* **Data listing**:
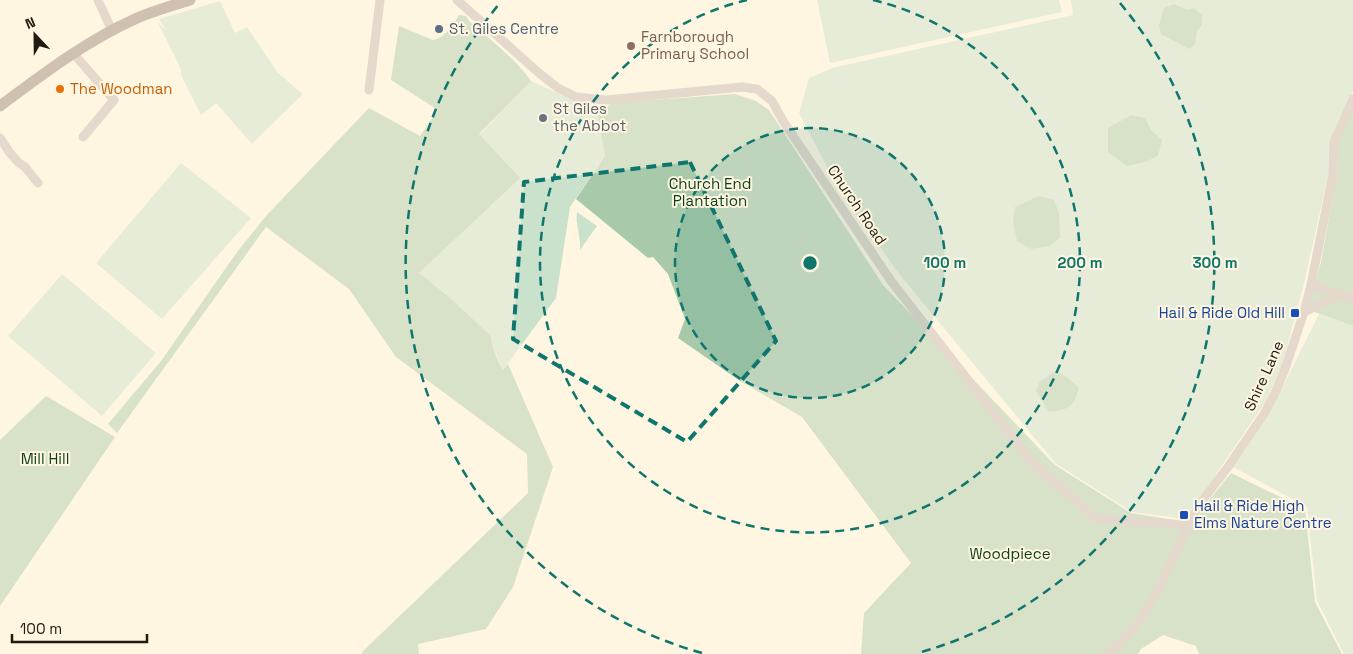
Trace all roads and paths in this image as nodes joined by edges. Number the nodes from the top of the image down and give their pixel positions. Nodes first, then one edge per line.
1 (98, 0) edge
2 (190, 0) edge
3 (380, 0) edge
4 (457, 0) edge
5 (112, 31) junction
6 (73, 53) junction
7 (369, 90) dead end
8 (1353, 99) edge
9 (0, 106) edge
10 (83, 137) dead end
11 (0, 138) edge
12 (38, 183) dead end
13 (1311, 285) junction
14 (1340, 295) junction
15 (1353, 299) edge
16 (1304, 312) junction
17 (1188, 525) junction
18 (1106, 654) edge

1 - 5 street
2 - 5 main road
3 - 7 street
4 - 17 street, Church Road
5 - 6 main road
6 - 9 main road
6 - 10 street
8 - 13 street, Shire Lane
11 - 12 street
13 - 14 street
13 - 16 street, Shire Lane
14 - 15 street
14 - 16 street
16 - 17 street, Shire Lane
17 - 18 street, Shire Lane

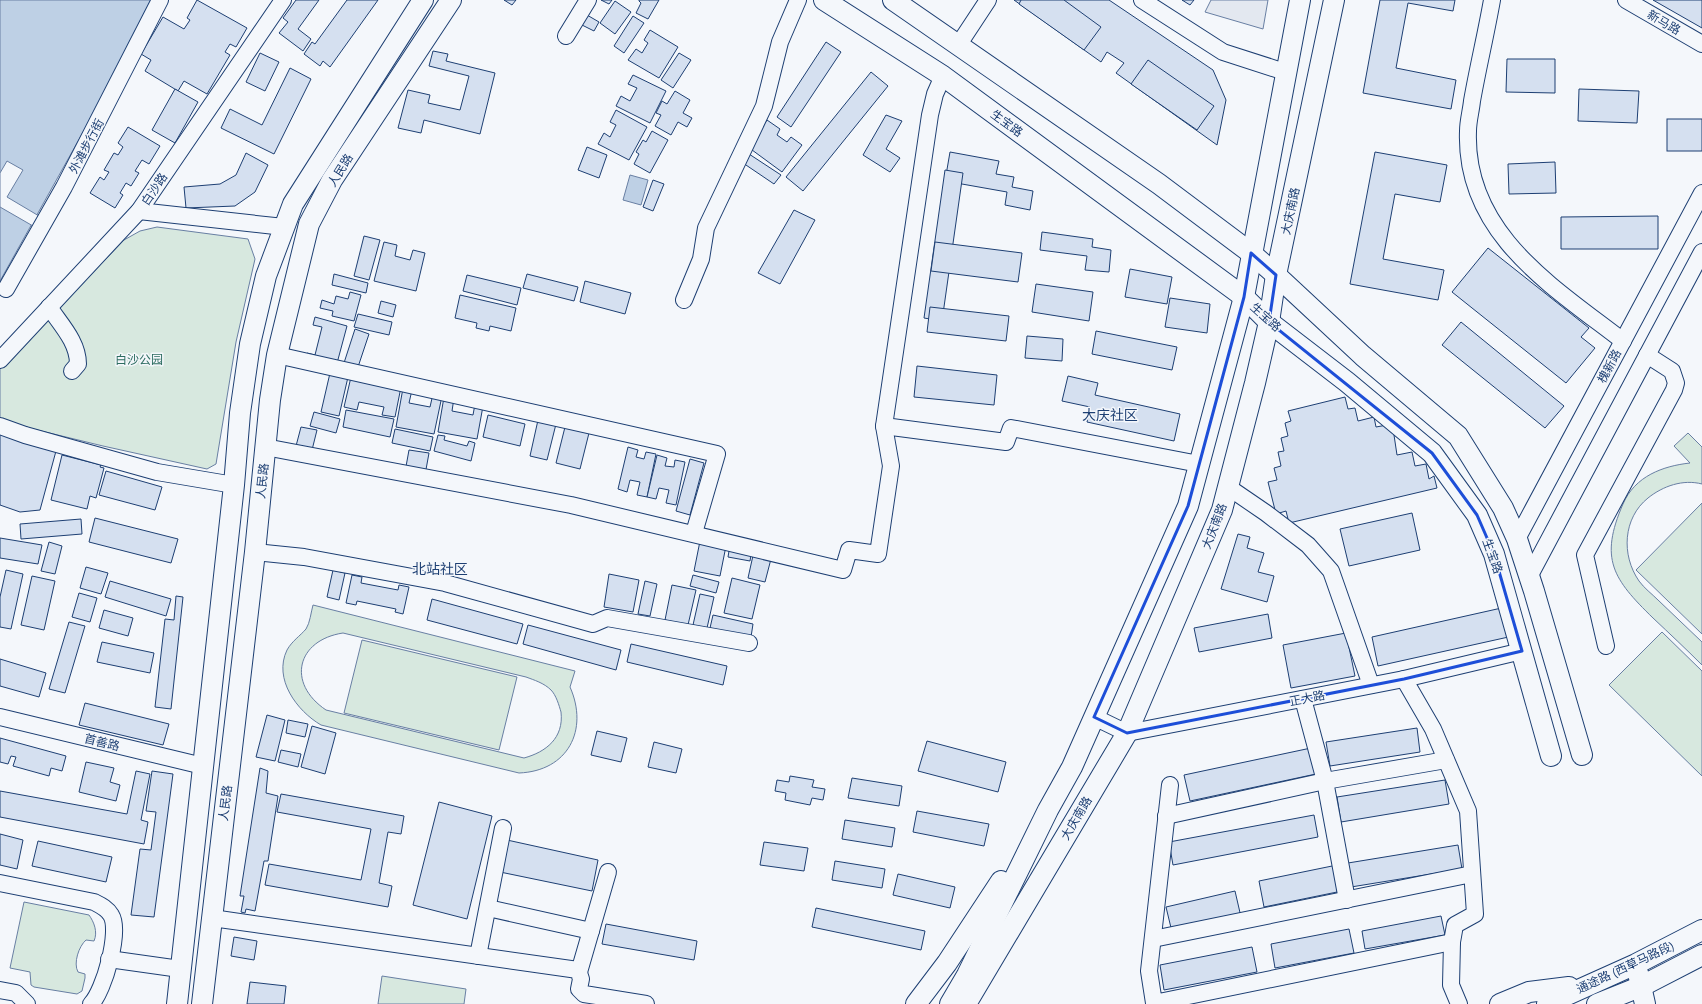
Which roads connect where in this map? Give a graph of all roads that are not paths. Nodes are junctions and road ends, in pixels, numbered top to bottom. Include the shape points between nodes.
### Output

* **Exercise brief**: Could the data above be repeated exactly, with every picture dropped?

* **Solution**:
Trace all roads and paths in this image as nodes joined by edges. Number the nodes from the top of the image down and give their pixel positions. Nodes first, then one edge per line.
1 (98, 0) edge
2 (190, 0) edge
3 (380, 0) edge
4 (457, 0) edge
5 (112, 31) junction
6 (73, 53) junction
7 (369, 90) dead end
8 (1353, 99) edge
9 (0, 106) edge
10 (83, 137) dead end
11 (0, 138) edge
12 (38, 183) dead end
13 (1311, 285) junction
14 (1340, 295) junction
15 (1353, 299) edge
16 (1304, 312) junction
17 (1188, 525) junction
18 (1106, 654) edge

1 - 5 street
2 - 5 main road
3 - 7 street
4 - 17 street, Church Road
5 - 6 main road
6 - 9 main road
6 - 10 street
8 - 13 street, Shire Lane
11 - 12 street
13 - 14 street
13 - 16 street, Shire Lane
14 - 15 street
14 - 16 street
16 - 17 street, Shire Lane
17 - 18 street, Shire Lane

Which roads connect where in this map? Give a graph of all roads that are not paths. Nodes are junctions and road ends, in pixels, numbered top to bottom. Include the shape points between nodes.
### Output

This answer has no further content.